The saga continues as Steve Kelly, from MetaCase, sent me an email, from which I'll quote the chunks relevant to the earlier Software Factories Discussion (here and here) on this blog. He also has his own blog post on this matter.
"I think it's important to separate the idea of Software Factories from their current MS implementation. Full code generation from Domain-Specific Modeling languages is something that has been done in practice for many years, e.g. David Weiss' work at Lucent to name just one. Tools for building these modeling languages, and giving them modeling tool support, have also existed for many years - including open source tools like GME and commercial products like MetaEdit+, both with over 10 years of real-world use.
The DSM Forum brings together all the various tool vendors (I'm a cofounder, and Microsoft signed up to join already at OOPSLA 2004). www.dsmforum.org contains lots of real world cases of DSM (or "Software Factories", if we're not fussy about terms). Maybe you could take a look, and perhaps point your readers there: looking at good examples of how something can be done successfully is generally more enlightening for newbies than looking how one team failed in their first project :-). (Perhaps MS should have picked a slightly smaller area than the whole healthcare industry for their first try!)

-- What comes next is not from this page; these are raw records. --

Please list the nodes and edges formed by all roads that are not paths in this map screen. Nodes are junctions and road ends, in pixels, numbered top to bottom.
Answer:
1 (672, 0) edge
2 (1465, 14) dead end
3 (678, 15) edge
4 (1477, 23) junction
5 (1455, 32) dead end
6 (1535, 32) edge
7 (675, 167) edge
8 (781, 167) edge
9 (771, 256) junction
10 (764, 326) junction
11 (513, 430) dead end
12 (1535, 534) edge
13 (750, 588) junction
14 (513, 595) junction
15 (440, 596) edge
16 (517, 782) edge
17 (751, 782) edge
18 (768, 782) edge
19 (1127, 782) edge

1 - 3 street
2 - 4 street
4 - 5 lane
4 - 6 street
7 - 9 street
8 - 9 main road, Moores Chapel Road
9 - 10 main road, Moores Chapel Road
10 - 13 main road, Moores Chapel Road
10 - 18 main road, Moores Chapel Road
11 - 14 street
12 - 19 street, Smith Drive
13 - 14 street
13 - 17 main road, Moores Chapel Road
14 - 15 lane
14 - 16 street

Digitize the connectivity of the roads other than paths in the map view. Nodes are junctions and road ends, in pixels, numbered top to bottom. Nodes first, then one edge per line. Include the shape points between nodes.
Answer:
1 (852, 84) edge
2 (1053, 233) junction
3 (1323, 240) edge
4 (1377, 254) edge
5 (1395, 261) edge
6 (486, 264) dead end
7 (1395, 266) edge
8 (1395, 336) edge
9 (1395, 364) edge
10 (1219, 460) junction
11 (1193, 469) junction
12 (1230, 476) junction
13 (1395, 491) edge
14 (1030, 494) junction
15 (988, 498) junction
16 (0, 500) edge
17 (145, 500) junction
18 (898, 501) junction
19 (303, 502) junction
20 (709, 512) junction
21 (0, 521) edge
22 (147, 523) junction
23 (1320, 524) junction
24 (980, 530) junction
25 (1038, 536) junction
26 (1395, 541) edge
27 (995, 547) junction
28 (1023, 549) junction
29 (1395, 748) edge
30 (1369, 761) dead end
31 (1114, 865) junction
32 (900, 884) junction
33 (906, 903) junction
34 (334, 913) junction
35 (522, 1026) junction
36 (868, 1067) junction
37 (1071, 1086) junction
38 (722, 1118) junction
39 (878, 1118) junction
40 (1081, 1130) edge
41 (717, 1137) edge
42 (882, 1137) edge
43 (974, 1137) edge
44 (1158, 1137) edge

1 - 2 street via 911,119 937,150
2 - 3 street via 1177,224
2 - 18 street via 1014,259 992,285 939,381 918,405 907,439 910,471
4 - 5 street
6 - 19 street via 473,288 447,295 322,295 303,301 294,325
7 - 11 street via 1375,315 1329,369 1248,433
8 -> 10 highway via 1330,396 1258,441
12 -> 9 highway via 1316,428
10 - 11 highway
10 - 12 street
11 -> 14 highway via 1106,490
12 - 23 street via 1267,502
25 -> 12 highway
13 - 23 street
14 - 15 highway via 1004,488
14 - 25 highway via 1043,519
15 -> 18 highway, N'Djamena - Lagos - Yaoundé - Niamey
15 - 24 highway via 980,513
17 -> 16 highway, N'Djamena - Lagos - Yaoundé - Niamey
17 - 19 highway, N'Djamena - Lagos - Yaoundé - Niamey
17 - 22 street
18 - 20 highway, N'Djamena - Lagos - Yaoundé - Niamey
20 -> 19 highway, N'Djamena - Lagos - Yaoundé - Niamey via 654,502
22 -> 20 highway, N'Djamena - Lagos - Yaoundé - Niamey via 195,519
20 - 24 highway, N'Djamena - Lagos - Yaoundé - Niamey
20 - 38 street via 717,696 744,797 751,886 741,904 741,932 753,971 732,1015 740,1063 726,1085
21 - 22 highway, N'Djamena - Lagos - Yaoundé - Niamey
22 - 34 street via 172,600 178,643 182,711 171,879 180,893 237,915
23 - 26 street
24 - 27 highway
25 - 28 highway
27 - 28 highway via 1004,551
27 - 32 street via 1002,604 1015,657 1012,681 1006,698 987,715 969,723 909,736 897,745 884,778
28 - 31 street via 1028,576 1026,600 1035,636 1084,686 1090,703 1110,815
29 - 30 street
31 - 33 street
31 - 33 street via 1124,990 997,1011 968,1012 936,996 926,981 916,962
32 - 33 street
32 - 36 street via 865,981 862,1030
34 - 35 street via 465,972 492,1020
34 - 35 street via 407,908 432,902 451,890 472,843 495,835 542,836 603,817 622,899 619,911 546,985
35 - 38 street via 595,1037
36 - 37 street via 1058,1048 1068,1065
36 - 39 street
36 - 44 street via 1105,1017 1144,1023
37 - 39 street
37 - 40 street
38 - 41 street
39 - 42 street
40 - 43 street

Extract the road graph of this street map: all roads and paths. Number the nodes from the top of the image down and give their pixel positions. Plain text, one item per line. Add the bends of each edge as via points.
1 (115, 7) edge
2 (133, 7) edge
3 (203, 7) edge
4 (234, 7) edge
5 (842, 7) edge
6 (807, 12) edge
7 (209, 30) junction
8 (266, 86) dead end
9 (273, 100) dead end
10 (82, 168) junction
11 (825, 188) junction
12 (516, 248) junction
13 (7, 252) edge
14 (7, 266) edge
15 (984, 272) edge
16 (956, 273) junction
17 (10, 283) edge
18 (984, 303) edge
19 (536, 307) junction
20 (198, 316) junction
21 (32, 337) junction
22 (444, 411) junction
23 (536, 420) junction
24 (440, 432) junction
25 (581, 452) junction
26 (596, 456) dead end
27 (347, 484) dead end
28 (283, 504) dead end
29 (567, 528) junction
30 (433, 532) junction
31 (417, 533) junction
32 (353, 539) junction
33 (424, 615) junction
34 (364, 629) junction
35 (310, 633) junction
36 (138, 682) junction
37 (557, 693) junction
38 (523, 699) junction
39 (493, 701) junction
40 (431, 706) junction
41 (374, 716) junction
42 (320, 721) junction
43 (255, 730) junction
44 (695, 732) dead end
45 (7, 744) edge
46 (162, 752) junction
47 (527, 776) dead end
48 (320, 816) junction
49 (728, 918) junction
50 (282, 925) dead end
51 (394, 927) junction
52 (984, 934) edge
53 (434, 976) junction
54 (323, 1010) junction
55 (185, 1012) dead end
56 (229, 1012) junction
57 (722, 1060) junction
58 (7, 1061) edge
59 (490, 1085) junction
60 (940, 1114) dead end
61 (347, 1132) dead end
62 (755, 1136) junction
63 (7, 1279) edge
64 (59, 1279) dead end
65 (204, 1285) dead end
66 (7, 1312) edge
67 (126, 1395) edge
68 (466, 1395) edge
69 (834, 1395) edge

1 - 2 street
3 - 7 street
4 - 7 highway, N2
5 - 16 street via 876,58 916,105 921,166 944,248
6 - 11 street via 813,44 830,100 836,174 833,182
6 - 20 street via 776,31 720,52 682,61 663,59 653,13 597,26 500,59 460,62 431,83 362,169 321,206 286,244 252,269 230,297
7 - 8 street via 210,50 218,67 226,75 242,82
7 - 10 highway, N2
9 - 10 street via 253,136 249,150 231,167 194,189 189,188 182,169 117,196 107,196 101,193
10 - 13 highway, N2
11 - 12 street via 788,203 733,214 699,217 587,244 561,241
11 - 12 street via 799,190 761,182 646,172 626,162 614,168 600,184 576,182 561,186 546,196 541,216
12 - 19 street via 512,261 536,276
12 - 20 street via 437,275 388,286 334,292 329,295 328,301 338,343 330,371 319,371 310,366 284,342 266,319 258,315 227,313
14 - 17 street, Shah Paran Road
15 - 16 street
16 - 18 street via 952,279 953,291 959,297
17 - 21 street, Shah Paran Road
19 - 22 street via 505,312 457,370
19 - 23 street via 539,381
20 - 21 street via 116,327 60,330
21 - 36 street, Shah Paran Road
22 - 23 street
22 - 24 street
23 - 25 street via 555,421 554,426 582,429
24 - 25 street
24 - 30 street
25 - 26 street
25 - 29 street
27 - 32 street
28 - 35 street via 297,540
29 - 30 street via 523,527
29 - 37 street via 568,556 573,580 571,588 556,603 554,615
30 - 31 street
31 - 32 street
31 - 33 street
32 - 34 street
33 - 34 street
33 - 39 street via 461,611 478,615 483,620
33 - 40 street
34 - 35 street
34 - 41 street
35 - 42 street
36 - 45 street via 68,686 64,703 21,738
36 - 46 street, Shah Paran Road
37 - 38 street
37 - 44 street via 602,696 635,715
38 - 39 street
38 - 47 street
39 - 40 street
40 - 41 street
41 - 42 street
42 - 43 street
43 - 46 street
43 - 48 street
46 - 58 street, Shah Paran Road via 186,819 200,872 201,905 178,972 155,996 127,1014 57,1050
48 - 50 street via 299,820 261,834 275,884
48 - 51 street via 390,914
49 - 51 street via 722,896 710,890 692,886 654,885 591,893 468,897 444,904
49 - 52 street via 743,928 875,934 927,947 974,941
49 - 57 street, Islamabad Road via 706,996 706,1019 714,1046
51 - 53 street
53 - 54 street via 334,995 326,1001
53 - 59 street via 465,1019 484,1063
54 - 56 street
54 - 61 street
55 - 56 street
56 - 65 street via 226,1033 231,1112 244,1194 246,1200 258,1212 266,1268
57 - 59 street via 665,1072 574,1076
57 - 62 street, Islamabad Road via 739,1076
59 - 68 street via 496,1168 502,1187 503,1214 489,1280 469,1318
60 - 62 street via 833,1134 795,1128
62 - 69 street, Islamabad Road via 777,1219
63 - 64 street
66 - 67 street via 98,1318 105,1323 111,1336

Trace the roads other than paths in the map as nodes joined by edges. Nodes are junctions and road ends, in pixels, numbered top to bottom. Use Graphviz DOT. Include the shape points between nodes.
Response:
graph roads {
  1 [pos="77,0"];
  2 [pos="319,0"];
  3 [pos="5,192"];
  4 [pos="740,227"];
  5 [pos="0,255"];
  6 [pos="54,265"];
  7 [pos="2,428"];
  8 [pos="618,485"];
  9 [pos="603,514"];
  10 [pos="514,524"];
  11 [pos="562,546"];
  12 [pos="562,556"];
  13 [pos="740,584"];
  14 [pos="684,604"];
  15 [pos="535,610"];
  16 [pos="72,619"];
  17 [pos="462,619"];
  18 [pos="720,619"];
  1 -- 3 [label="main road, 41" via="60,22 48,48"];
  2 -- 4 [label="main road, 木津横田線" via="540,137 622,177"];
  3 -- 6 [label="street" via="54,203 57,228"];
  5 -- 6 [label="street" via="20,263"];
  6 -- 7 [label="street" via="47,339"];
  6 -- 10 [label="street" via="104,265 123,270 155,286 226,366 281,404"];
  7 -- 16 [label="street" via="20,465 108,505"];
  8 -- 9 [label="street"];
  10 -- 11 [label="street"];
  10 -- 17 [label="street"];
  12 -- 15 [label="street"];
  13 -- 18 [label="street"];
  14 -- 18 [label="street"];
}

I've written some more comments on my blog, http://www.metacase.com/blogs/stevek/, about what's needed to make SF / DSM actually work. It's worth the effort - real world industrial cases consistently show 5-10x improvements in productivity. That's something the industry hasn't seen since the switch from assembler to 3GLs, and it's about time to raise the level of abstraction again!
Cheers,
Steve"
I like the way this conversation has evolved. This is serious discussion that I have no heard in any place that's "public" enough for real world people to read about. Personally, I'm learning more and more about this, and even though my view is slightly skewed from the Microsoft Perspective, it's important to realize there are other projects out there who seem to be doing just fine. I guess it all comes down to how big a chunk you want to bite off.
So "Is it possible" really becomes a "what scale is worth the effort". hm. Now there's a thought.
So "Is it possible" really becomes a "what scale is worth the effort". hm. Now there's a thought.